### Action item
Nothing but the lines holding the string "body" should appear in the answer. Copy them from the entries.

(Stored data entries)

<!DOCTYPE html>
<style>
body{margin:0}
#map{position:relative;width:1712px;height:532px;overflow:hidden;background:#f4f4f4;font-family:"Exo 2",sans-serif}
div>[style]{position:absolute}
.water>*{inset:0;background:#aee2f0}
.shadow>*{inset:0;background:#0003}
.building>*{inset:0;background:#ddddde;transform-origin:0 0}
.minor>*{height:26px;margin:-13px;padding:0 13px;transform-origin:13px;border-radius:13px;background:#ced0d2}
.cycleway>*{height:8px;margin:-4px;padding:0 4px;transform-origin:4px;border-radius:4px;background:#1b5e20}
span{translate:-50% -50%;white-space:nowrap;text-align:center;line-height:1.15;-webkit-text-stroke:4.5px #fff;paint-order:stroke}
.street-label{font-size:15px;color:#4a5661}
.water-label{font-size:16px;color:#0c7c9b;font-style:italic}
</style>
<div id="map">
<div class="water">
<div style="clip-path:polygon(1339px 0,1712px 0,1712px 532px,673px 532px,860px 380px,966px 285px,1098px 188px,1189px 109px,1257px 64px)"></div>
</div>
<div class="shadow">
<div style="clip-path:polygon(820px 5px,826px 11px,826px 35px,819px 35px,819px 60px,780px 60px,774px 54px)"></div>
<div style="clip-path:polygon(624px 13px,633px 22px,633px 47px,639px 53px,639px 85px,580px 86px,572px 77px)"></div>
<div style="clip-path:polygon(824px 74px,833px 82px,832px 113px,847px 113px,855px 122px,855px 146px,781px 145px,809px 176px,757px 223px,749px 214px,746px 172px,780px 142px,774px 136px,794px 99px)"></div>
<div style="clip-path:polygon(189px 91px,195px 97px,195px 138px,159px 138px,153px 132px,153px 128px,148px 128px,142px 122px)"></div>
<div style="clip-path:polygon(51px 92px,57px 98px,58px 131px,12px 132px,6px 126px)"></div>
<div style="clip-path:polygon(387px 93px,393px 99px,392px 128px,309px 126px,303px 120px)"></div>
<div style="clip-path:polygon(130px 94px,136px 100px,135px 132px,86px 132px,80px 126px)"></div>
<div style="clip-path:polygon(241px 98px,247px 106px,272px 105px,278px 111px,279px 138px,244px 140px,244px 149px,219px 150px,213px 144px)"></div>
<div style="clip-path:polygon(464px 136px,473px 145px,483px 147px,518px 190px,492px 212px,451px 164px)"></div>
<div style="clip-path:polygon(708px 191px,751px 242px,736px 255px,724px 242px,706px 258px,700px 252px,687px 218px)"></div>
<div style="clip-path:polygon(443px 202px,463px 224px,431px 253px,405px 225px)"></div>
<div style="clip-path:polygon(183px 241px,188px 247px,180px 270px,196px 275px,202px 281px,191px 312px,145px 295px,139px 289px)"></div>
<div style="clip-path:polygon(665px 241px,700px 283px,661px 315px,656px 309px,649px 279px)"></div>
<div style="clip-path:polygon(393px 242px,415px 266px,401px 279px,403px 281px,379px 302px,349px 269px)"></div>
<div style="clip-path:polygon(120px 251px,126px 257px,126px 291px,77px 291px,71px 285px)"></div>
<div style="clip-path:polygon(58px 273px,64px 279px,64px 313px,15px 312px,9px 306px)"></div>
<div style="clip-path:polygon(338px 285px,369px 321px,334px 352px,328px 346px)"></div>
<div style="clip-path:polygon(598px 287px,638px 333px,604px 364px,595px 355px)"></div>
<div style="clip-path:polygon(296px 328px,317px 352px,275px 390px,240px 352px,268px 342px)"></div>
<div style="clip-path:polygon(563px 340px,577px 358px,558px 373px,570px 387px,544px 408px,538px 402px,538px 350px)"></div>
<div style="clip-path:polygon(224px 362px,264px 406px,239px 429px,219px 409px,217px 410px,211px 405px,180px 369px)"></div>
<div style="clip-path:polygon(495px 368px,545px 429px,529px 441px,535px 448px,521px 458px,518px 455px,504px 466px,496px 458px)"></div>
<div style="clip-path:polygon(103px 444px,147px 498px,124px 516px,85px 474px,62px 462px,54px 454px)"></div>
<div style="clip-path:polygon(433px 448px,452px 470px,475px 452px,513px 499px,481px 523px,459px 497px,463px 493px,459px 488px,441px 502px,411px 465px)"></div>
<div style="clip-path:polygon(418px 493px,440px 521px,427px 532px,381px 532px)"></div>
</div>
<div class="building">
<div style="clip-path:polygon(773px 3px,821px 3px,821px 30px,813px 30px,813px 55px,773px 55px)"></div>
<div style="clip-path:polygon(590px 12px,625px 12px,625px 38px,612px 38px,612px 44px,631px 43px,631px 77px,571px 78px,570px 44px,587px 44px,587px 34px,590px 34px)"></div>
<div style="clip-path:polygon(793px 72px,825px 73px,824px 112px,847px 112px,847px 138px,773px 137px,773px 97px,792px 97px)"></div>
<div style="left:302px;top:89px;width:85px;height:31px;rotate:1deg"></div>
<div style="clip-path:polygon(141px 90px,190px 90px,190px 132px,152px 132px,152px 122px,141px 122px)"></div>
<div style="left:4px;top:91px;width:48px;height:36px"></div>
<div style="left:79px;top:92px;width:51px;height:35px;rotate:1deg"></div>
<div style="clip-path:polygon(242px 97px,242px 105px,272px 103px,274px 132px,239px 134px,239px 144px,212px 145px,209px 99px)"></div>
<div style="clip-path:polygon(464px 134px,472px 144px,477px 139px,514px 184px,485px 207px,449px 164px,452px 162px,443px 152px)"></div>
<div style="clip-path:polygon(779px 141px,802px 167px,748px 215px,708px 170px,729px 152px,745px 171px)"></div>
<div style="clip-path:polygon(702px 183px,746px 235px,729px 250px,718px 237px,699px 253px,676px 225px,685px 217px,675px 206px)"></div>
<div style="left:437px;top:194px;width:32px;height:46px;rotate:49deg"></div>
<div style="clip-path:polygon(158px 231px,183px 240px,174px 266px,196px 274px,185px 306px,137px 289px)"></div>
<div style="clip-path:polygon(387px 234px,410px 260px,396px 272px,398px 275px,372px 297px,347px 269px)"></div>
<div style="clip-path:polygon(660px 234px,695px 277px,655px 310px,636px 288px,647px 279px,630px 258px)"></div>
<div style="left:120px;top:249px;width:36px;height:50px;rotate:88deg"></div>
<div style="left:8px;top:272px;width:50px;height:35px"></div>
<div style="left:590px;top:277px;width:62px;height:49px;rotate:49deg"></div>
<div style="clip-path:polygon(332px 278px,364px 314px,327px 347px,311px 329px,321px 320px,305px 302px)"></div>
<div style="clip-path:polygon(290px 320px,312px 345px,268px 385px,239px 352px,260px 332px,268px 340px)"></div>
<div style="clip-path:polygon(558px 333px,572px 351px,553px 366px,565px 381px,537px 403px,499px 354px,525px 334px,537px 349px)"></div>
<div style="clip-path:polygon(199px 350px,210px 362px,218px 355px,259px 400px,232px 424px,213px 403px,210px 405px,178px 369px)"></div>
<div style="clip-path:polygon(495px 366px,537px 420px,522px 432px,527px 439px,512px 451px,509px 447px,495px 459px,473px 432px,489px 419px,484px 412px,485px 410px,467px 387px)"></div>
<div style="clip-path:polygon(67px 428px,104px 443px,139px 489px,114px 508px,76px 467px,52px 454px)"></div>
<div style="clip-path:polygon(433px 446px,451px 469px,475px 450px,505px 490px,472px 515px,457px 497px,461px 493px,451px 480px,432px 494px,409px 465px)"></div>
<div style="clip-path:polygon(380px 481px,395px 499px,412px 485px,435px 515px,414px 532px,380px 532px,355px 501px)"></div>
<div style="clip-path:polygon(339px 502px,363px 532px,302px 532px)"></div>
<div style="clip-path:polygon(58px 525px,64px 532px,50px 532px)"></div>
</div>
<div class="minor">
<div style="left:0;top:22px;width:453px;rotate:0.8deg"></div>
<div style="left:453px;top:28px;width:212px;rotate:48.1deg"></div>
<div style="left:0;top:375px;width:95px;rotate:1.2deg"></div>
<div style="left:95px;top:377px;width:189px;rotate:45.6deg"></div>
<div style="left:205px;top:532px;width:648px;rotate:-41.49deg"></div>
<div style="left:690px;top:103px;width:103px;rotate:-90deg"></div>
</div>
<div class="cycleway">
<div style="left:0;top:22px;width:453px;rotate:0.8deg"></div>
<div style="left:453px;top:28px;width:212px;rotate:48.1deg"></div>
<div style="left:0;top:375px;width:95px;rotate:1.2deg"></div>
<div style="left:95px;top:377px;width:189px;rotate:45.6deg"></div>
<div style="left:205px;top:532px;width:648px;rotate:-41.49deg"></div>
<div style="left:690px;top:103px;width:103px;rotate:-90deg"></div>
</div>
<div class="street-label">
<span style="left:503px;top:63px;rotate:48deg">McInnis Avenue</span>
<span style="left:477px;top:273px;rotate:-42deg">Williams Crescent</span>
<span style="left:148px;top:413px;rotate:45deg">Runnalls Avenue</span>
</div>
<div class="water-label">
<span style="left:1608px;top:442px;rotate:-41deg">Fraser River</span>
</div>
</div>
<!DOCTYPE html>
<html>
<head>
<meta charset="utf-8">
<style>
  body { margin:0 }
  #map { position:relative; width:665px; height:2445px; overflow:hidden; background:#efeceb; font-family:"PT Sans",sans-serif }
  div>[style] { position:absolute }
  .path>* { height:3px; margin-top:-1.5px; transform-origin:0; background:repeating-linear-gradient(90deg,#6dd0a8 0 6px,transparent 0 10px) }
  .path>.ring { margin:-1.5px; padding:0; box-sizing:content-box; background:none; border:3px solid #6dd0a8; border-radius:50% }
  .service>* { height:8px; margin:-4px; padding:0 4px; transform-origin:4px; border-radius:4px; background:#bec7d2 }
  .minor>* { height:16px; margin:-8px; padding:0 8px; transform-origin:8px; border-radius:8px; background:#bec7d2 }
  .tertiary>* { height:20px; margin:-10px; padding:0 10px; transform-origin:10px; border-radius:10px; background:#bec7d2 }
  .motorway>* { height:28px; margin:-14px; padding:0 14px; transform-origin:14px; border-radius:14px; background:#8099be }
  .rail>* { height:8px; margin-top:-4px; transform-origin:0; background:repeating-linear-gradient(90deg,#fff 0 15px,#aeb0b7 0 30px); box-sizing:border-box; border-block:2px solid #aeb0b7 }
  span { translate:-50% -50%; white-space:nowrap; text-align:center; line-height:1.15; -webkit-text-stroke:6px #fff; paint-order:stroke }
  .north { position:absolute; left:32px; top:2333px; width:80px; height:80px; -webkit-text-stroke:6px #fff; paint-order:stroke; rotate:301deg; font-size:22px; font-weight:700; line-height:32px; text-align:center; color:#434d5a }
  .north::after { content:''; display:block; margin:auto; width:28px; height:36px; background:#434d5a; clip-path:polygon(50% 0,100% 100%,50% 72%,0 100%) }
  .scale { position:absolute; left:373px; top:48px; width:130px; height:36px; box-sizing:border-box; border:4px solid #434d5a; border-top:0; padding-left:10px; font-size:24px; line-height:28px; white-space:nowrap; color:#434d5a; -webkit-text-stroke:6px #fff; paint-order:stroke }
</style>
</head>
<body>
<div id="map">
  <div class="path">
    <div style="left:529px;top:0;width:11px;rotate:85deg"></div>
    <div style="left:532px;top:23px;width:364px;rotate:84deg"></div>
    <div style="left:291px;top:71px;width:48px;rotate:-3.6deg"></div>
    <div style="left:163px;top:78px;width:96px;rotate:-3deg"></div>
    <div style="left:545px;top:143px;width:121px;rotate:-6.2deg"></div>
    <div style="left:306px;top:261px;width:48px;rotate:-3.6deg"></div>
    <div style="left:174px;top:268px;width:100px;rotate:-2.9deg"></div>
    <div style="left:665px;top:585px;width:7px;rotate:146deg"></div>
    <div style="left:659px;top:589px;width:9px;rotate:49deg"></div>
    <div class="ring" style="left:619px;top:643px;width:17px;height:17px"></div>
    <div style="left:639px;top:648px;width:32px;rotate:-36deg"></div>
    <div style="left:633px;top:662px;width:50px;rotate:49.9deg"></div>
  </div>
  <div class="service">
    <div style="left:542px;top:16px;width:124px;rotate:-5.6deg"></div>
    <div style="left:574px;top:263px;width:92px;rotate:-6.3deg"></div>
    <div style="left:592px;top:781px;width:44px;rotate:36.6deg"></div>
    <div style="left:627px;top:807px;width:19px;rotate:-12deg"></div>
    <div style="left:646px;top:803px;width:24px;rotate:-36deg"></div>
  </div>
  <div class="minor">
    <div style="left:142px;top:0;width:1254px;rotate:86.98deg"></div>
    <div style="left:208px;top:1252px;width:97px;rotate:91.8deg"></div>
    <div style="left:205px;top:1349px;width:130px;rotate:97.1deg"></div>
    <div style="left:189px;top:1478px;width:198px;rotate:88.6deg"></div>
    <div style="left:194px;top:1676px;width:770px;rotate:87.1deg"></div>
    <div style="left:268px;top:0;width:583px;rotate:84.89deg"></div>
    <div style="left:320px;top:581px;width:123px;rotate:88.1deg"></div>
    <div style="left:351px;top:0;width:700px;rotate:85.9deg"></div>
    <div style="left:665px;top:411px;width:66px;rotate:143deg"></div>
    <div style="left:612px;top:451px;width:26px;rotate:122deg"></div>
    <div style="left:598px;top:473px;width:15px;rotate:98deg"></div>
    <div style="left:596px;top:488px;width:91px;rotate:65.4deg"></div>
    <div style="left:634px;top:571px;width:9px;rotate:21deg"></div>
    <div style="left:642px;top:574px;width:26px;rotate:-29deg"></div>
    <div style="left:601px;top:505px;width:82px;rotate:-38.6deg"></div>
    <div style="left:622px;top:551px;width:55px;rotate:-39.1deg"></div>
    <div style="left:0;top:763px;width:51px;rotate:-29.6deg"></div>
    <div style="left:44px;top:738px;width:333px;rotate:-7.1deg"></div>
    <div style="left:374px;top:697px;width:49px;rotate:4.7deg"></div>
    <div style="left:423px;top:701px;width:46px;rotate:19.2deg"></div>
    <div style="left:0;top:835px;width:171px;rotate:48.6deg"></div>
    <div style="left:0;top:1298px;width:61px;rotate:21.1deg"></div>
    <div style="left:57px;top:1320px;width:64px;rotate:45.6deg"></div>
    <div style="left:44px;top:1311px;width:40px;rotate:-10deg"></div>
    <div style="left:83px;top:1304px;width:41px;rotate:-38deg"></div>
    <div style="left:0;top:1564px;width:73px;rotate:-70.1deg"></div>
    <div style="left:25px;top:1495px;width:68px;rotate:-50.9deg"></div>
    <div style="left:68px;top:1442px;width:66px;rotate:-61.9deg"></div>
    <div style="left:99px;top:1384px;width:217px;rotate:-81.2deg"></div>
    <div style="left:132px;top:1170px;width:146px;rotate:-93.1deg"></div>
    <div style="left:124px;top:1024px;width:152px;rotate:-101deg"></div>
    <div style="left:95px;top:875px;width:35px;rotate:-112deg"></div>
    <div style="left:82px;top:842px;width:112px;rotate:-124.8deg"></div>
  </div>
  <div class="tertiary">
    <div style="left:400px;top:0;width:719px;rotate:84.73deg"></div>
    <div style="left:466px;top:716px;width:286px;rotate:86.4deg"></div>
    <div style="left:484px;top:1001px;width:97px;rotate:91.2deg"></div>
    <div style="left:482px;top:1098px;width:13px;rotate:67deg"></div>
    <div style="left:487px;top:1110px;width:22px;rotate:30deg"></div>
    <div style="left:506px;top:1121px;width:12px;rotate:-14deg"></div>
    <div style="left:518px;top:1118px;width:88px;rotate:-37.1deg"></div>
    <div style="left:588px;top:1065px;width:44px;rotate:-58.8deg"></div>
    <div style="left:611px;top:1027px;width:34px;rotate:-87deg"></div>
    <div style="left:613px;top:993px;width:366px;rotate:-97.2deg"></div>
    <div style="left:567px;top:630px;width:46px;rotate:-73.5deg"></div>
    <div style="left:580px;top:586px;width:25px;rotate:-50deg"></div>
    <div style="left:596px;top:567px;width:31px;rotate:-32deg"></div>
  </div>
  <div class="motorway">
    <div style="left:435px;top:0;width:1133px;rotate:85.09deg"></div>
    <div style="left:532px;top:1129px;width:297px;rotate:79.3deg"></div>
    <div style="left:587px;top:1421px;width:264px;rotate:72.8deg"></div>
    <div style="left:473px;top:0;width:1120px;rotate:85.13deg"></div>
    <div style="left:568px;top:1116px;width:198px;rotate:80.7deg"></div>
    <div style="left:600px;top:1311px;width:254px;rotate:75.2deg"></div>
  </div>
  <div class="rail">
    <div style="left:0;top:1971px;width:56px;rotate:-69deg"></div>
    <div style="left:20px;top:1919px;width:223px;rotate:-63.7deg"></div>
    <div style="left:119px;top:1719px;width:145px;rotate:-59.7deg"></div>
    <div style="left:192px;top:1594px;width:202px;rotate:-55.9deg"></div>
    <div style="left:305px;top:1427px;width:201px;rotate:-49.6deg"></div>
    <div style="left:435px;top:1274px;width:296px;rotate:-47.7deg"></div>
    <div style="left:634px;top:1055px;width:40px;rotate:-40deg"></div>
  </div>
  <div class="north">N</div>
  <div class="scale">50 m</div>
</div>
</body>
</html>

### Solution to the exercise
body{margin:0}
  body { margin:0 }
<body>
</body>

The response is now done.